_EXERCISE_. Check every line in the listing below for "edges". Copy the ones where it occurs.
•••••
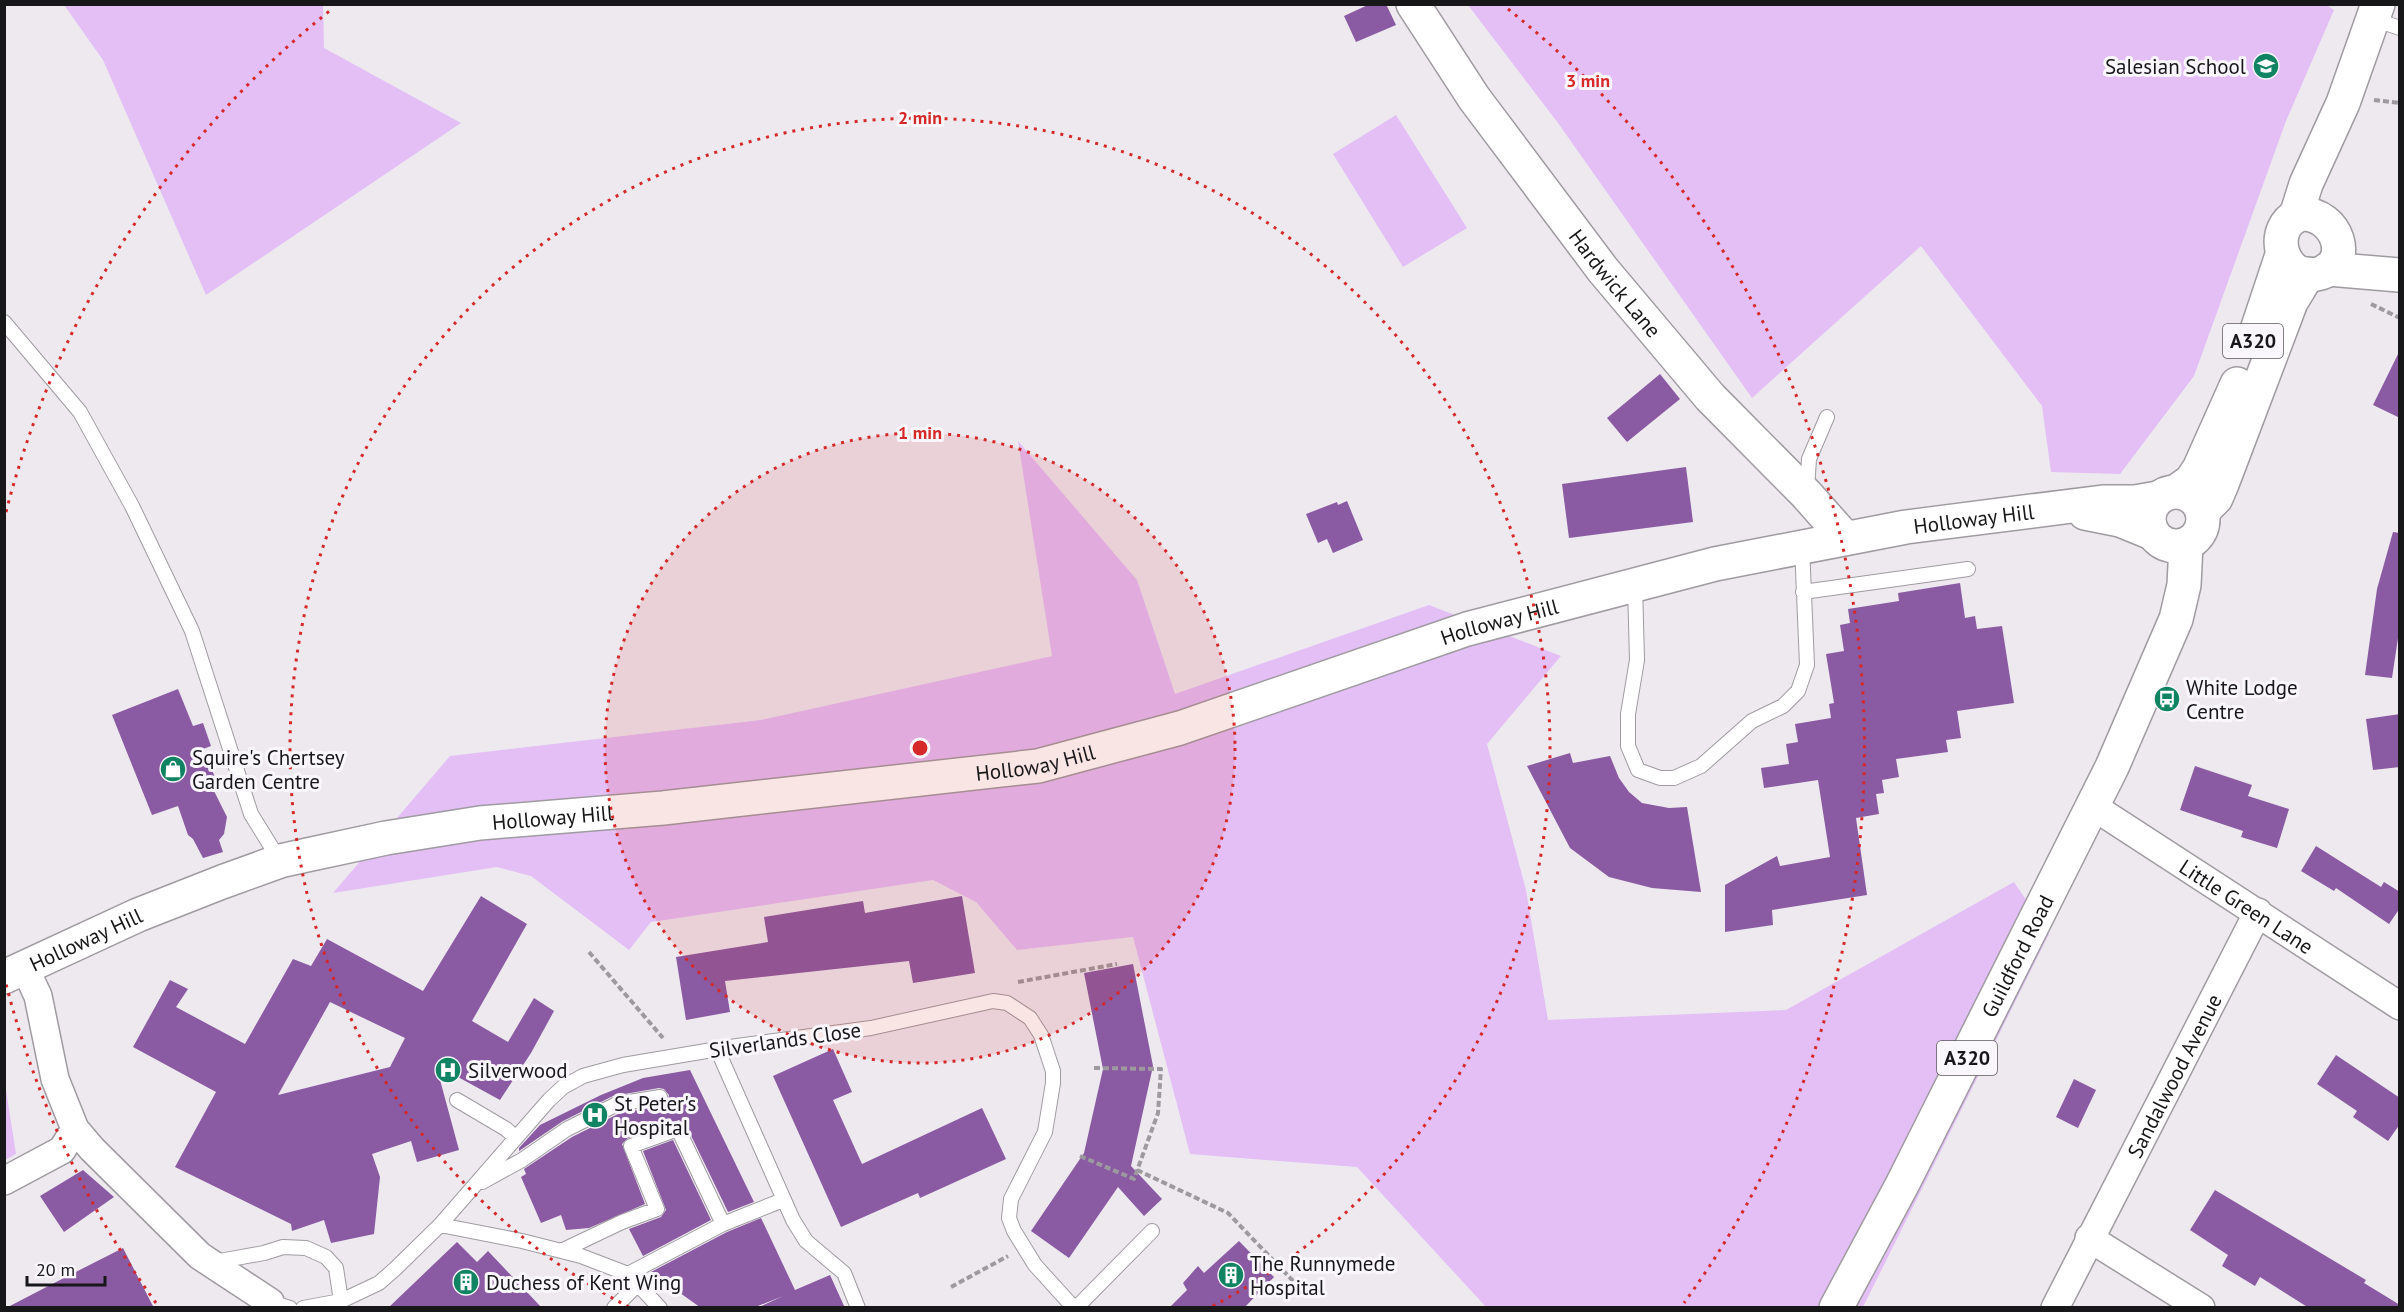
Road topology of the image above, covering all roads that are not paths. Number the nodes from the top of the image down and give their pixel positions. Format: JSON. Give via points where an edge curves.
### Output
{"nodes":[{"id":1,"x":1413,"y":4,"type":"edge"},
{"id":2,"x":2383,"y":17,"type":"edge"},
{"id":3,"x":2357,"y":102,"type":"junction"},
{"id":4,"x":2317,"y":253,"type":"junction"},
{"id":5,"x":2399,"y":275,"type":"edge"},
{"id":6,"x":4,"y":322,"type":"edge"},
{"id":7,"x":1827,"y":417,"type":"dead end"},
{"id":8,"x":1806,"y":494,"type":"junction"},
{"id":9,"x":2168,"y":494,"type":"junction"},
{"id":10,"x":2063,"y":508,"type":"junction"},
{"id":11,"x":2202,"y":512,"type":"junction"},
{"id":12,"x":1845,"y":538,"type":"junction"},
{"id":13,"x":2166,"y":540,"type":"junction"},
{"id":14,"x":1802,"y":546,"type":"junction"},
{"id":15,"x":1968,"y":569,"type":"dead end"},
{"id":16,"x":1635,"y":585,"type":"junction"},
{"id":17,"x":1803,"y":592,"type":"junction"},
{"id":18,"x":2094,"y":807,"type":"junction"},
{"id":19,"x":280,"y":861,"type":"junction"},
{"id":20,"x":2258,"y":912,"type":"junction"},
{"id":21,"x":14,"y":971,"type":"edge"},
{"id":22,"x":2400,"y":1006,"type":"edge"},
{"id":23,"x":717,"y":1049,"type":"junction"},
{"id":24,"x":660,"y":1097,"type":"dead end"},
{"id":25,"x":457,"y":1100,"type":"dead end"},
{"id":26,"x":75,"y":1128,"type":"junction"},
{"id":27,"x":515,"y":1137,"type":"junction"},
{"id":28,"x":4,"y":1181,"type":"edge"},
{"id":29,"x":475,"y":1186,"type":"junction"},
{"id":30,"x":783,"y":1200,"type":"junction"},
{"id":31,"x":723,"y":1224,"type":"junction"},
{"id":32,"x":440,"y":1225,"type":"junction"},
{"id":33,"x":1152,"y":1231,"type":"dead end"},
{"id":34,"x":2089,"y":1238,"type":"junction"},
{"id":35,"x":561,"y":1251,"type":"junction"},
{"id":36,"x":209,"y":1262,"type":"junction"},
{"id":37,"x":633,"y":1279,"type":"junction"},
{"id":38,"x":342,"y":1301,"type":"junction"},
{"id":39,"x":276,"y":1306,"type":"edge"},
{"id":40,"x":303,"y":1308,"type":"edge"},
{"id":41,"x":614,"y":1308,"type":"edge"},
{"id":42,"x":660,"y":1308,"type":"edge"},
{"id":43,"x":858,"y":1308,"type":"edge"},
{"id":44,"x":1075,"y":1308,"type":"edge"},
{"id":45,"x":1836,"y":1308,"type":"edge"},
{"id":46,"x":2055,"y":1308,"type":"edge"},
{"id":47,"x":2201,"y":1308,"type":"edge"}],
"edges":[{"from":1,"to":8,"type":"main road","name":"Hardwick Lane","via":[[1474,98],[1603,270],[1710,397]]},
{"from":2,"to":3,"type":"main road","number":"A320"},
{"from":3,"to":4,"type":"main road","number":"A320","via":[[2328,189]]},
{"from":3,"to":4,"type":"main road","number":"A320","via":[[2306,184],[2296,216],[2311,214]]},
{"from":4,"to":5,"type":"main road"},
{"from":4,"to":9,"type":"main road","number":"A320","via":[[2231,400],[2199,469],[2191,481]]},
{"from":4,"to":11,"type":"main road","number":"A320","via":[[2291,302],[2216,498]]},
{"from":6,"to":19,"type":"lane","via":[[80,412],[132,506],[192,631],[251,814]]},
{"from":7,"to":8,"type":"lane","via":[[1809,459]]},
{"from":8,"to":12,"type":"main road","name":"Hardwick Lane"},
{"from":9,"to":10,"type":"main road","name":"Holloway Hill","via":[[2135,502]]},
{"from":9,"to":11,"type":"main road","via":[[2194,499]]},
{"from":9,"to":13,"type":"main road","number":"A320","via":[[2149,514]]},
{"from":10,"to":12,"type":"main road","name":"Holloway Hill","via":[[1906,526]]},
{"from":10,"to":13,"type":"main road","name":"Holloway Hill","via":[[2120,520]]},
{"from":11,"to":13,"type":"main road","number":"A320","via":[[2199,533]]},
{"from":12,"to":14,"type":"main road","name":"Holloway Hill"},
{"from":13,"to":18,"type":"main road","name":"Guildford Road","number":"A320","via":[[2184,585],[2176,619]]},
{"from":14,"to":16,"type":"main road","name":"Holloway Hill"},
{"from":14,"to":17,"type":"lane"},
{"from":15,"to":17,"type":"lane"},
{"from":16,"to":17,"type":"lane","via":[[1637,660],[1628,714],[1628,746],[1638,770],[1660,778],[1674,778],[1701,766],[1752,720],[1783,706],[1798,691],[1807,665]]},
{"from":16,"to":19,"type":"main road","name":"Holloway Hill","via":[[1467,628],[1180,728],[1038,766],[663,808],[480,823]]},
{"from":18,"to":20,"type":"street","name":"Little Green Lane"},
{"from":18,"to":45,"type":"main road","name":"Guildford Road","number":"A320"},
{"from":19,"to":21,"type":"main road","name":"Holloway Hill","via":[[138,915]]},
{"from":20,"to":22,"type":"street","name":"Little Green Lane"},
{"from":20,"to":34,"type":"street","name":"Sandalwood Avenue"},
{"from":21,"to":26,"type":"street","via":[[38,996],[56,1079]]},
{"from":23,"to":27,"type":"lane","name":"Silverlands Close","via":[[583,1076],[563,1087]]},
{"from":23,"to":30,"type":"lane"},
{"from":23,"to":44,"type":"lane","name":"Silverlands Close","via":[[871,1028],[993,1001],[1018,1008],[1041,1035],[1053,1071],[1052,1099],[1045,1132],[1011,1199],[1009,1218],[1035,1265]]},
{"from":24,"to":29,"type":"lane","via":[[616,1104],[567,1128],[522,1160]]},
{"from":25,"to":27,"type":"lane"},
{"from":26,"to":28,"type":"street","via":[[62,1149]]},
{"from":26,"to":36,"type":"street"},
{"from":27,"to":29,"type":"lane","name":"Silverlands Close"},
{"from":29,"to":32,"type":"lane","name":"Silverlands Close"},
{"from":30,"to":31,"type":"lane"},
{"from":30,"to":43,"type":"lane","via":[[806,1241],[844,1273]]},
{"from":31,"to":35,"type":"lane","via":[[678,1128],[631,1146],[657,1209]]},
{"from":31,"to":37,"type":"lane"},
{"from":32,"to":35,"type":"lane"},
{"from":32,"to":38,"type":"lane","name":"Silverlands Close","via":[[379,1283]]},
{"from":33,"to":44,"type":"lane"},
{"from":34,"to":46,"type":"street","name":"Sandalwood Avenue"},
{"from":34,"to":47,"type":"street"},
{"from":35,"to":37,"type":"lane"},
{"from":36,"to":38,"type":"lane","via":[[283,1247],[306,1248],[326,1257],[336,1268]]},
{"from":36,"to":39,"type":"street"},
{"from":37,"to":41,"type":"lane"},
{"from":37,"to":42,"type":"lane"},
{"from":38,"to":40,"type":"lane","name":"Silverlands Close"}]}
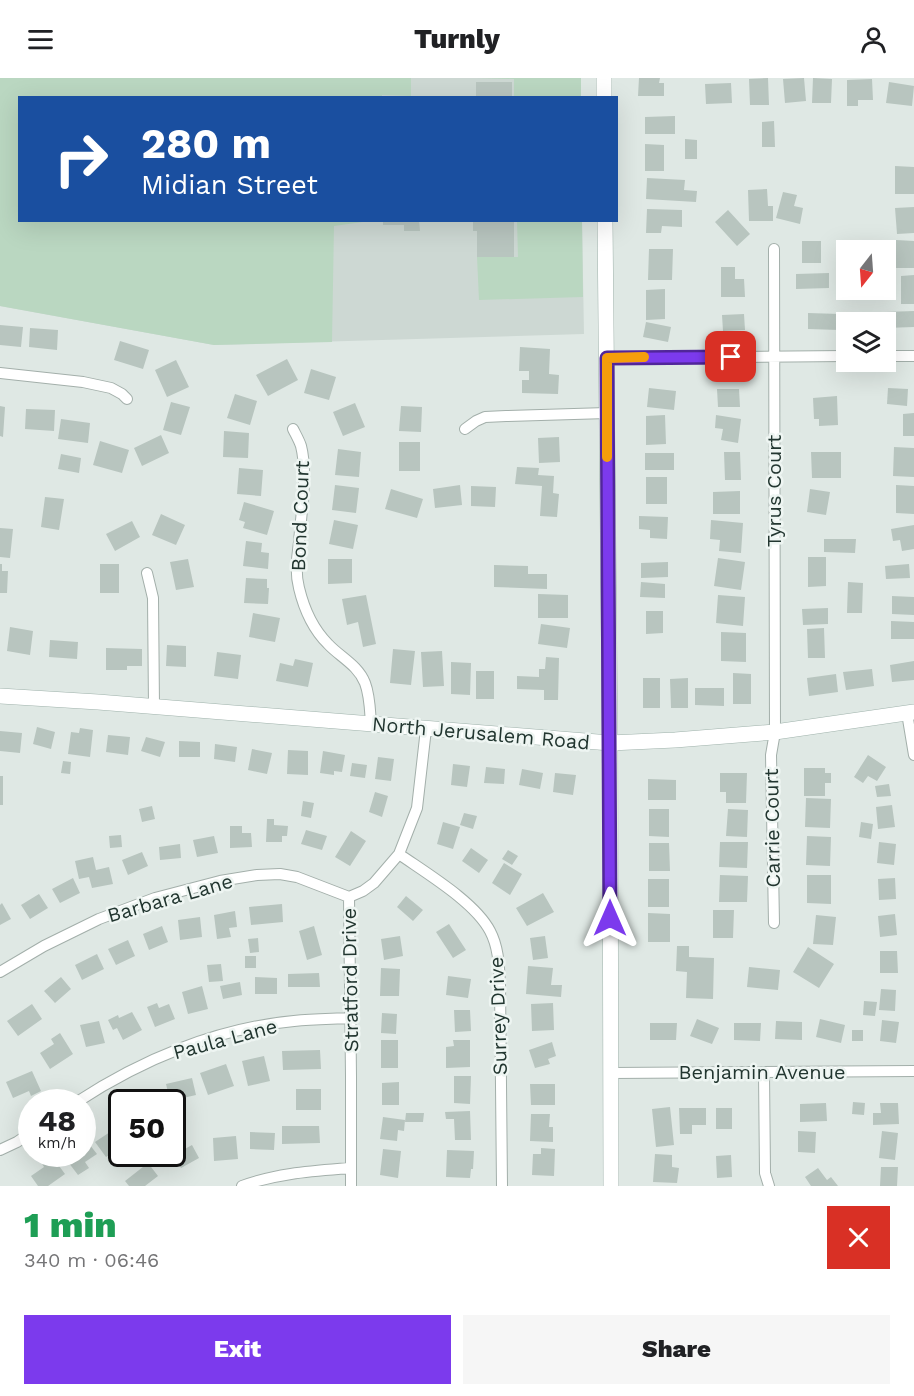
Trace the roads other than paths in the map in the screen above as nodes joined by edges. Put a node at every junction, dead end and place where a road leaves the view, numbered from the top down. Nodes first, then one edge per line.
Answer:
1 (604, 78) edge
2 (604, 96) edge
3 (605, 222) edge
4 (774, 249) dead end
5 (773, 356) junction
6 (836, 356) edge
7 (896, 356) edge
8 (914, 356) edge
9 (607, 358) junction
10 (0, 374) edge
11 (127, 399) dead end
12 (607, 413) junction
13 (293, 429) dead end
14 (465, 429) dead end
15 (147, 573) dead end
16 (0, 696) edge
17 (154, 707) junction
18 (910, 712) edge
19 (371, 724) junction
20 (426, 729) junction
21 (775, 732) junction
22 (610, 743) junction
23 (914, 755) edge
24 (399, 854) junction
25 (349, 897) junction
26 (774, 923) dead end
27 (0, 972) edge
28 (350, 1018) junction
29 (914, 1071) edge
30 (611, 1073) junction
31 (764, 1073) junction
32 (96, 1091) edge
33 (18, 1141) edge
34 (0, 1150) edge
35 (350, 1168) junction
36 (242, 1186) edge
37 (351, 1186) edge
38 (502, 1186) edge
39 (611, 1186) edge
40 (769, 1186) edge

1 - 2 main road
3 - 9 main road
4 - 5 street, Tyrus Court
5 - 6 street
5 - 9 street
5 - 21 street, Tyrus Court
7 - 8 street
9 - 12 main road
10 - 11 street
12 - 14 street
12 - 22 main road
13 - 19 street, Bond Court
15 - 17 street
16 - 17 main road, North Jerusalem Road
17 - 19 main road, North Jerusalem Road
18 - 21 main road, North Jerusalem Road
18 - 23 street
19 - 20 main road, North Jerusalem Road
20 - 22 main road, North Jerusalem Road
20 - 24 street, Stratford Drive
21 - 22 main road, North Jerusalem Road
21 - 26 street, Carrie Court
22 - 30 main road
24 - 25 street, Stratford Drive
24 - 38 street, Surrey Drive
25 - 27 street, Barbara Lane
25 - 28 street, Stratford Drive
28 - 32 street, Paula Lane
28 - 35 street, Stratford Drive
29 - 31 street, Benjamin Avenue
30 - 31 street, Benjamin Avenue
30 - 39 main road
31 - 40 street
33 - 34 street
35 - 36 street
35 - 37 street, Stratford Drive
•••••
_EXERCISE ANSWER_.
"edges":[{"from":1,"to":8,"type":"main road","name":"Hardwick Lane","via":[[1474,98],[1603,270],[1710,397]]},
Trace the roads other than paths in the map in the screen above as nodes joined by edges. Put a node at every junction, dead end and place where a road leaves the view, numbered from the top down. Nodes first, then one edge per line.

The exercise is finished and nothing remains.